It was not that long ago that many buildings were built without any wall insulation. We have since learned and there are now codes governing minimum insulation requirements. However, we can exceed the code requirements by providing increased insulation R-values in walls, floors, ceilings and roofs, effectively significantly reducing heating or cooling demands.

• Building Envelope Colors

Even a concept as basic as exterior (or interior) color(s) can play a significant role in energy consumption or reduction. Dark colored building cladding or roofing will absorb more solar energy, which may be beneficial when we seek to retain heat, can be a significant disadvantage when we seek to reject or avoid heat.
 
These are just a few basic impactful basic design strategies to consider. There are many others, including vegetated roofs. These are just a few basic strategies.

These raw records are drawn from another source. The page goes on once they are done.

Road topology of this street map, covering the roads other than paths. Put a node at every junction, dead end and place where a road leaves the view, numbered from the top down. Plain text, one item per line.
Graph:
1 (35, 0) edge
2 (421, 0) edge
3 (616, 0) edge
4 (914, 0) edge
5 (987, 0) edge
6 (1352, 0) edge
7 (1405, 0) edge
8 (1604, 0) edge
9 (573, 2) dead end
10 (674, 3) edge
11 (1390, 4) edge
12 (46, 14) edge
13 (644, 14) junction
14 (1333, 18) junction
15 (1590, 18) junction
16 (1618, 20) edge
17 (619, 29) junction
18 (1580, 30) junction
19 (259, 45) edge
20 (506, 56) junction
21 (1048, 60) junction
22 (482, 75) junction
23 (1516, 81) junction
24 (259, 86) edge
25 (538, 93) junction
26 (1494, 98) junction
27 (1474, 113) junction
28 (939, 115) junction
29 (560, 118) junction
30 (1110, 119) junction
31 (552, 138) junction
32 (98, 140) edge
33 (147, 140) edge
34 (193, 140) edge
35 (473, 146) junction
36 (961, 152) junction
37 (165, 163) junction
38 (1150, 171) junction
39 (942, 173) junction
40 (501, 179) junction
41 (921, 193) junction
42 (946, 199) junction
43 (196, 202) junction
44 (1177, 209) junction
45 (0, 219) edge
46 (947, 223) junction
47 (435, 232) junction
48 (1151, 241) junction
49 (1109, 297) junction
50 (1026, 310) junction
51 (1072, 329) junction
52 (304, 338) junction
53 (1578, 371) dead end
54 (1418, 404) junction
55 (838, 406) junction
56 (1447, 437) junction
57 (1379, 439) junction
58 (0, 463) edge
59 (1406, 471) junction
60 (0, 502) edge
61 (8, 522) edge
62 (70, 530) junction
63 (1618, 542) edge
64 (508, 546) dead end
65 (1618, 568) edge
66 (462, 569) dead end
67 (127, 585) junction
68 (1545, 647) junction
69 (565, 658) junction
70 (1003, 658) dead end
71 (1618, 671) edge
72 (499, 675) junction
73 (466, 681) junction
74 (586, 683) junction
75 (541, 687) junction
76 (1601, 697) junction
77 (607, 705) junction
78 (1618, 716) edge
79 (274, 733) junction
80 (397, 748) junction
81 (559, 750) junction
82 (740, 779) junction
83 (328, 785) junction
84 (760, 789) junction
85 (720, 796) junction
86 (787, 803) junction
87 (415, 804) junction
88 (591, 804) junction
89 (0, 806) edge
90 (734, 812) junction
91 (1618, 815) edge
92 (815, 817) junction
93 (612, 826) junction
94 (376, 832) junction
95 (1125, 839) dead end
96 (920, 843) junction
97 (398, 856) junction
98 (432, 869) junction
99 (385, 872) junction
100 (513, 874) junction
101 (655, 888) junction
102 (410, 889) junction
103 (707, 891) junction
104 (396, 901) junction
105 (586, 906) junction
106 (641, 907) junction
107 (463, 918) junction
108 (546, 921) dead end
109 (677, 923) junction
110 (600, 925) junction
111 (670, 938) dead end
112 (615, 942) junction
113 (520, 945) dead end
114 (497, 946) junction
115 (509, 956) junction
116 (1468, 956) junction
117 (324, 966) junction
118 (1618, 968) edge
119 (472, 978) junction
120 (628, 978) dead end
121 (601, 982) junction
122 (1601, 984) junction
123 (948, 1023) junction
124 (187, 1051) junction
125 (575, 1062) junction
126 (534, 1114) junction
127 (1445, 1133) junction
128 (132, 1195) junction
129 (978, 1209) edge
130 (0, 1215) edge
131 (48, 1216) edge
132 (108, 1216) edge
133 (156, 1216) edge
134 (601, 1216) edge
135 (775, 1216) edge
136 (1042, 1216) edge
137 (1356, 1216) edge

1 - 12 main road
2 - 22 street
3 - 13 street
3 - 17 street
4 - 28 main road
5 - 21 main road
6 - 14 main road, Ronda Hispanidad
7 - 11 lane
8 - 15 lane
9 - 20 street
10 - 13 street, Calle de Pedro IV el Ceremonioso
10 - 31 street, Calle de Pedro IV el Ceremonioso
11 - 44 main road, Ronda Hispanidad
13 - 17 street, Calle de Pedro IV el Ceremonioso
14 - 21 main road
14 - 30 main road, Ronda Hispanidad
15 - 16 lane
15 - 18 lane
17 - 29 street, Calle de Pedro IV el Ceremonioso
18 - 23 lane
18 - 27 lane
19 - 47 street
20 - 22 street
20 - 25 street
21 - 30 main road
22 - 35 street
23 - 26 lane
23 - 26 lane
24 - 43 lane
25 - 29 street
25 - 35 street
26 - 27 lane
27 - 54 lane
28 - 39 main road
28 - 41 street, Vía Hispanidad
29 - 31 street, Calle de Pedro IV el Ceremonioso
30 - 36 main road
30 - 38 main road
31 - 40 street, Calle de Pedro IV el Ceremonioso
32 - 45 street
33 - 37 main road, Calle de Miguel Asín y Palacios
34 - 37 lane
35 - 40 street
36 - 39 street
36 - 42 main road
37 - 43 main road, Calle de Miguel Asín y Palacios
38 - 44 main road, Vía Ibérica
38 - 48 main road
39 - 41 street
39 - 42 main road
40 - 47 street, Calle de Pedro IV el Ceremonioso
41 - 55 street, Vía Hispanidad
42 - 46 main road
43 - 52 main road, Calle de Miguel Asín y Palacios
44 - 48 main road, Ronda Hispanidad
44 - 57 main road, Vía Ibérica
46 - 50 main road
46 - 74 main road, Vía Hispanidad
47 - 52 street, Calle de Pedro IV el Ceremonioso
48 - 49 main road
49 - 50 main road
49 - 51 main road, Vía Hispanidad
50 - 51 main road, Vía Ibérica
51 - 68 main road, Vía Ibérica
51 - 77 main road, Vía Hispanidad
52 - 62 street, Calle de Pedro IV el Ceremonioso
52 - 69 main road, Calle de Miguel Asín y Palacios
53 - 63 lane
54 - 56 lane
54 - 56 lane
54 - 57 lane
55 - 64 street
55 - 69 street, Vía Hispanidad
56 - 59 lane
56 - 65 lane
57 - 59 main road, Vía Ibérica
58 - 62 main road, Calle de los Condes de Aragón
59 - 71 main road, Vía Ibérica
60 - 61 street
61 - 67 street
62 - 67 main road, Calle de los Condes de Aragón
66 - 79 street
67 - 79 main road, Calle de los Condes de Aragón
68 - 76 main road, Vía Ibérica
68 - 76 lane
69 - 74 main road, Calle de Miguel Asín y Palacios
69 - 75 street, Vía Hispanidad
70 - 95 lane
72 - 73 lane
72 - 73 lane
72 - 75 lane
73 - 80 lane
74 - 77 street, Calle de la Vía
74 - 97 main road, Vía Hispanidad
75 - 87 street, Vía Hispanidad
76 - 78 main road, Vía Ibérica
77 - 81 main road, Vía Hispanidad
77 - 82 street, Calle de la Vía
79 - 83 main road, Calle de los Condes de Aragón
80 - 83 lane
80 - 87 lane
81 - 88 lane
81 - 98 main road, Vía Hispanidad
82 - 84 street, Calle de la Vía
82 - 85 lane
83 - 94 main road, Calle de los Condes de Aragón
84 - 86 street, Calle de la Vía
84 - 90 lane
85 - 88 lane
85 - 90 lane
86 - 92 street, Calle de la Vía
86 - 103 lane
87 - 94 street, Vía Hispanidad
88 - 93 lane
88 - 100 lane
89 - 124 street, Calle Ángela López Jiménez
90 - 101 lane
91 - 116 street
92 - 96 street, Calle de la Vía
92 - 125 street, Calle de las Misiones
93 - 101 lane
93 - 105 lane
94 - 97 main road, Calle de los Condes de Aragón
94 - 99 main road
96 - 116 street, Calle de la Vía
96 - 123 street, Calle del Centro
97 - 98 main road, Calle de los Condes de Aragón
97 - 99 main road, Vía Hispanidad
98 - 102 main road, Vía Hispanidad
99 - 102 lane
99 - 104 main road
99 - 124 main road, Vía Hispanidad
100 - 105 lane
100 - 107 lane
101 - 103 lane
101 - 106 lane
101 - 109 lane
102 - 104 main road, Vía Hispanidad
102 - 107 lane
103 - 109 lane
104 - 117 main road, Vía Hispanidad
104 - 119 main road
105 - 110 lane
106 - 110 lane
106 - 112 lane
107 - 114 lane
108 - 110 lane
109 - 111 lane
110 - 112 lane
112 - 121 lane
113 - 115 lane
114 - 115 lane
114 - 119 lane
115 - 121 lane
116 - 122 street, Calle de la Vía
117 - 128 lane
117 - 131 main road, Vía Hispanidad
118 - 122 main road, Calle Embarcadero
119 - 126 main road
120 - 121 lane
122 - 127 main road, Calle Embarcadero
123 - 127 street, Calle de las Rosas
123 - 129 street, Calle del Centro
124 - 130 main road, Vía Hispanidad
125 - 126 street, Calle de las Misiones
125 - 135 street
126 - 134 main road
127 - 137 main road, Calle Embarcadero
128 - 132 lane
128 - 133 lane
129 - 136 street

2. TIER 2-PASSIVE STRATEGIES  
Similar to basic design techniques, passive strategies engage manageable design components that can greatly alter building energy consumption. Some principle concepts are:

• Daylighting

If we increase the amount of natural light (directly or indirectly) into a building, we can significantly reduce the amount of artificial light required and also provide benefits to building occupants, in the form of health and mood benefits. But wait. If we increase the amount of sunlight into a building, we will also increase the need for cooling. This is not necessarily the case, along as we employ thoughtful and conscious design decisions. How? Well, back to tier one-proper glazing location, orientation and size. This is also where a sun chart is becomes a valuable tool. We can allow for direct natural light when we desire direct natural light (heat retention) or we can allow for indirect or filtered natural light to gain the benefits of natural light, but exclude the heat gain. How? With proper analysis of sun chart and site conditions, we can properly design elements such as roof overhangs, fins, clerestories, light shelves, louvers, etc.

• Winter Solar Heat Gain

We can include elements that harness the benefits of direct solar heat gain in winter months, when heat retention is desired to achieve remaining in the comfort zone. Such elements include a trombe wall, thermal mass elements, sun room or space, etc.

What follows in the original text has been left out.